Daughter of Yemaya since 1995, Tomasa’s initiation name is Omilade, meaning “water is a crown.” “She is the greatest, I talk to her every day.” She puts down her cup of coffee on the table by the bed to free her hands for gestures. “Do you realise there is more sea than land on the planet? More oceans than continents?” She pauses but does not wait for an answer. “Yemaya is the universal mother. She is the mother of almost all the orishas, and I thank her.”
Cultural experiment: Have Omitonade listen to a song by Tomasa about Yemaya. Observe. Wait. Record her reaction. Then bring this recording back to Tomasa. Their respective voices and their shared faith is all they know of each other. Until it becomes easier for a Cuban and an African to travel around the world and discuss their common history, this is the only interaction I can offer these two. For now.
Ibadan, Nigeria
I play the song “Yemaya Asesu” on my laptop. The recording crackles a bit. Tomasa speaks in Spanish. Omi doesn’t understand. And then Tomasa starts to sing. I see her cheeks rise and swell with pride. I wait, and then watch Omi smile and sing in unison. And I listen to her praise the Afro-descendants, guardians of a tradition eroded in her own country. “I appreciate them so much. Without them, people here would not have been able to open their minds and return to their roots,” says Omitonade.

On the African continent, colonisation meant acculturation, whitewashing. But in recent years, as if by ripple effect, some Nigerians who travelled to the United States or Brazil are returning to Ifá. “Because they see people practising the Yoruba religion in the diaspora, because when they see them worshipping the orishas, singing for Ifá, they are impressed. They think, Oh, this is what we don’t like anymore, this is what we thought was outdated.”

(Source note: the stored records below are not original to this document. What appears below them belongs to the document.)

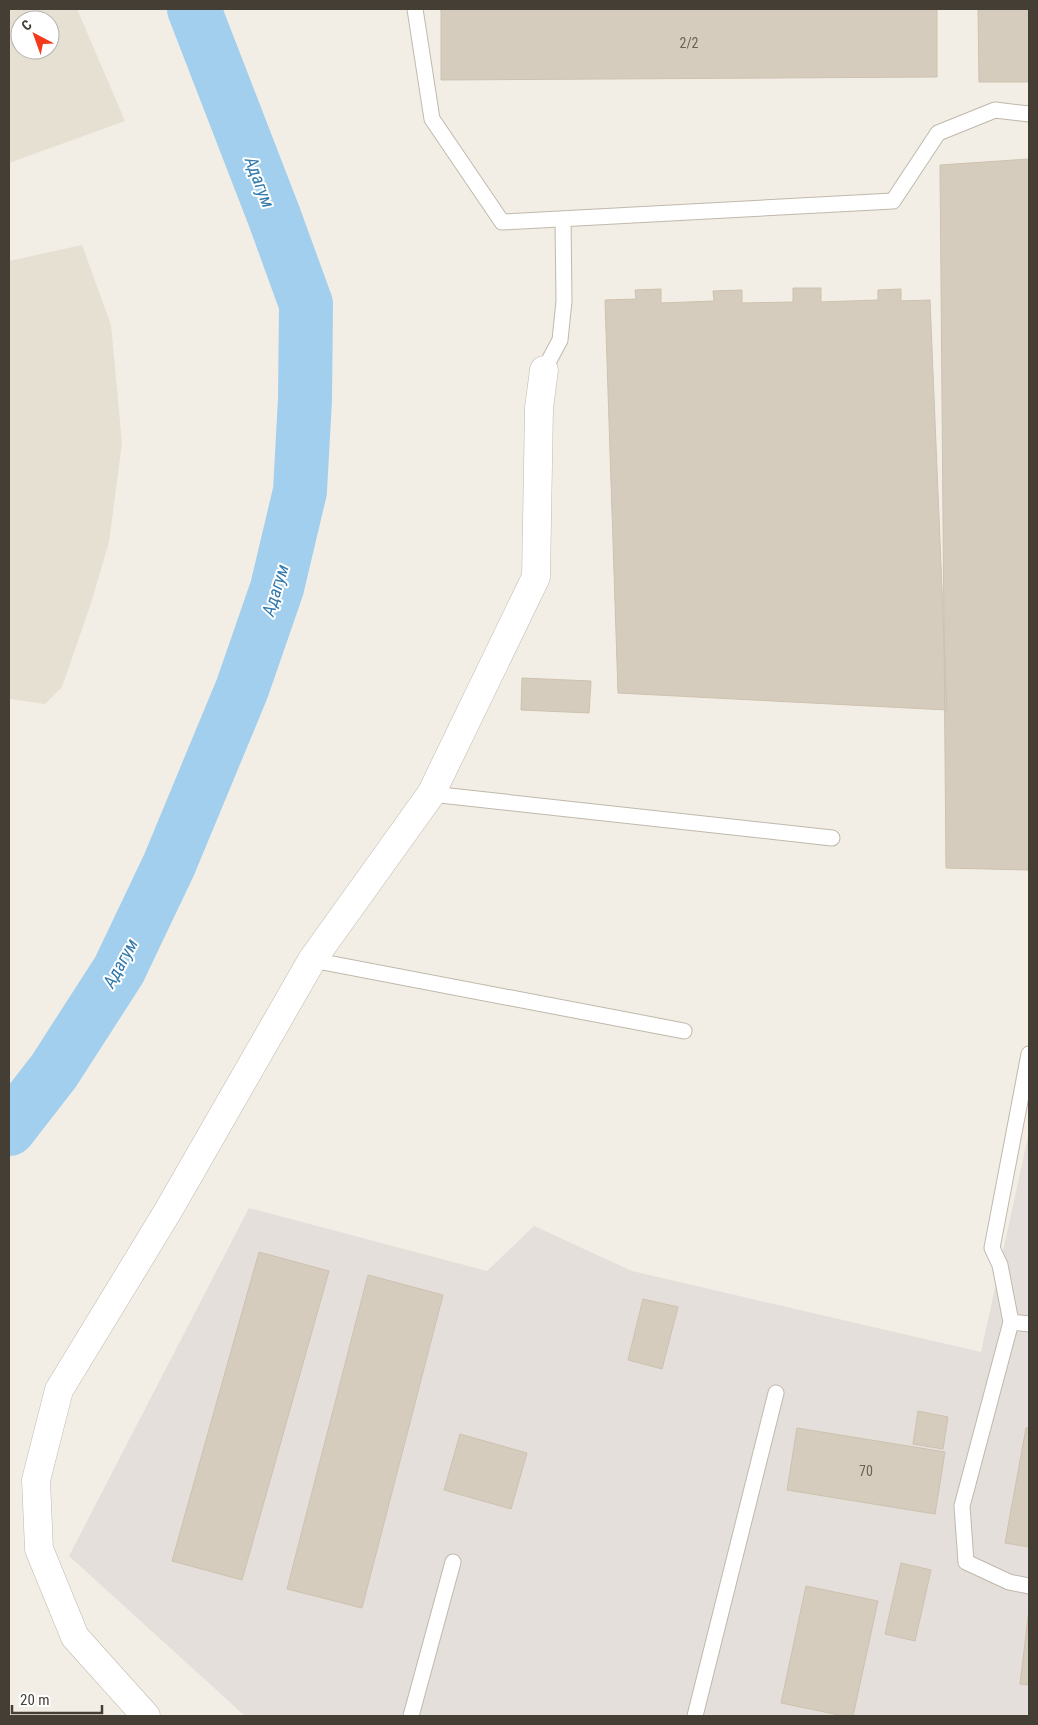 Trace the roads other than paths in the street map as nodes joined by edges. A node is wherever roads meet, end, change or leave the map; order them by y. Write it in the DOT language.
graph roads {
  1 [pos="415,9"];
  2 [pos="1029,114"];
  3 [pos="563,219"];
  4 [pos="544,370"];
  5 [pos="431,794"];
  6 [pos="832,838"];
  7 [pos="312,960"];
  8 [pos="684,1031"];
  9 [pos="1029,1054"];
  10 [pos="1011,1322"];
  11 [pos="1029,1324"];
  12 [pos="776,1393"];
  13 [pos="453,1562"];
  14 [pos="1029,1586"];
  15 [pos="146,1716"];
  16 [pos="411,1716"];
  17 [pos="696,1716"];
  1 -- 3 [label="lane"];
  2 -- 3 [label="lane"];
  3 -- 4 [label="lane"];
  4 -- 5 [label="street"];
  5 -- 6 [label="lane"];
  5 -- 7 [label="street"];
  7 -- 8 [label="lane"];
  7 -- 15 [label="street"];
  9 -- 10 [label="lane"];
  10 -- 11 [label="lane"];
  10 -- 14 [label="lane"];
  12 -- 17 [label="lane"];
  13 -- 16 [label="lane"];
}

Omitonade is touched, transported by the song, but does not seem surprised. She knows that, even without proselytism, without missionaries or crusades, her religion spread throughout the world. She even mentions distinctions between the rites of Yoruba origin practised in the United States and Cuban Regla de Ocha, also called Santeria. And so, there is no such thing as an African diaspora, but really scores of diasporas—a network of people and places all converging to one source via the umbilical cord of culture.
Havana, Cuba
It’s the same song. Word for word. Same tune. Same vibration. When Tomasa heard Omitonade’s voice chorusing with her own, when Yemaya joined Yemoja, she was stunned, eyes wide, mouth agape, hands pressed against cheeks. The whole room filled up with the chanting in unison, astonishment and awe. Those oriki (prayer songs) from her mother (madrina), those hymns kept silent during Fidel’s years of forced atheism, the clandestine humming of this indefatigable faith resonated from shore to shore, from the satellite to the source.
After her cry of surprise, Tomasa was holding her breath. She sat on the bed, bewildered by this capsule recorded on the other side of the Atlantic, tiny minutes of sound that stretched so far. When she came to, she whispered, as if she had ever doubted it: “Las raïses de nosotros estan ahi.” (“Our roots are over there.”).
Author’s Note: Extracts from Regla, Havana, Cuba were documented between April and September 2019. Extracts from Ibadan, Nigeria were gathered in November 2018 and July 2019. The text has been translated from French and edited for clarity and length for ArtsEverywhere’s digital platform.
“The Roads of Yemoja” will be published as a book of photographs, travel notes, historical content, poetry and elements of fiction in late 2021 or early 2022.